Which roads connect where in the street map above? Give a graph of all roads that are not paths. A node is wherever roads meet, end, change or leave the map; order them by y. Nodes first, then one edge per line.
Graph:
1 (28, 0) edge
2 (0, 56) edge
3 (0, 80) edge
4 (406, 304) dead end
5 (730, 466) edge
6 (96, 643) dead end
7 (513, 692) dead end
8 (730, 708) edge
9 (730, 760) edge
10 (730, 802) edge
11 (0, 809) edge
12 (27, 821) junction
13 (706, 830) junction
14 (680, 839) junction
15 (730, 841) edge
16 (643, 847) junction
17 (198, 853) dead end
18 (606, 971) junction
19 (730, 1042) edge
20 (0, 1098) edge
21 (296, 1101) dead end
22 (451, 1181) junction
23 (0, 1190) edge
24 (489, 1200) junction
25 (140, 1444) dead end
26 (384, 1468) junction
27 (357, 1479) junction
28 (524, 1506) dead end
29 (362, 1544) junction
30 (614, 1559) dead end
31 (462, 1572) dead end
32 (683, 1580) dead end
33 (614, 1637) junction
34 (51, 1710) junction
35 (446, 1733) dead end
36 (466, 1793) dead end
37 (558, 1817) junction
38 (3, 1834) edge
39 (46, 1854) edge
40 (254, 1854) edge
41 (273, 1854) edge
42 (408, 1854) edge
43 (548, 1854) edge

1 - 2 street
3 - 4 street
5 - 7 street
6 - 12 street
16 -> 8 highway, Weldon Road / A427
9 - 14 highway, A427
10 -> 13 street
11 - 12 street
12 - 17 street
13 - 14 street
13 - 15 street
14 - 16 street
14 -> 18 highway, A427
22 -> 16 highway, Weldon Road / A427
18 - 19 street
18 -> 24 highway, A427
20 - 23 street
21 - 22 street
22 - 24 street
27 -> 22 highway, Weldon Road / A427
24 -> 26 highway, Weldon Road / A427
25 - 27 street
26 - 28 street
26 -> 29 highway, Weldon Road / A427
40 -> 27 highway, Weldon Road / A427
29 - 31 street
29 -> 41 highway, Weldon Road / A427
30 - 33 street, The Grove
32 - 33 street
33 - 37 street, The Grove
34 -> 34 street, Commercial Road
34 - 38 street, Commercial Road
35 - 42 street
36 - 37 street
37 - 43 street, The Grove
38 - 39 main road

_____

Every line of the listing that includes the word "Grove" must be copied.

30 - 33 street, The Grove
33 - 37 street, The Grove
37 - 43 street, The Grove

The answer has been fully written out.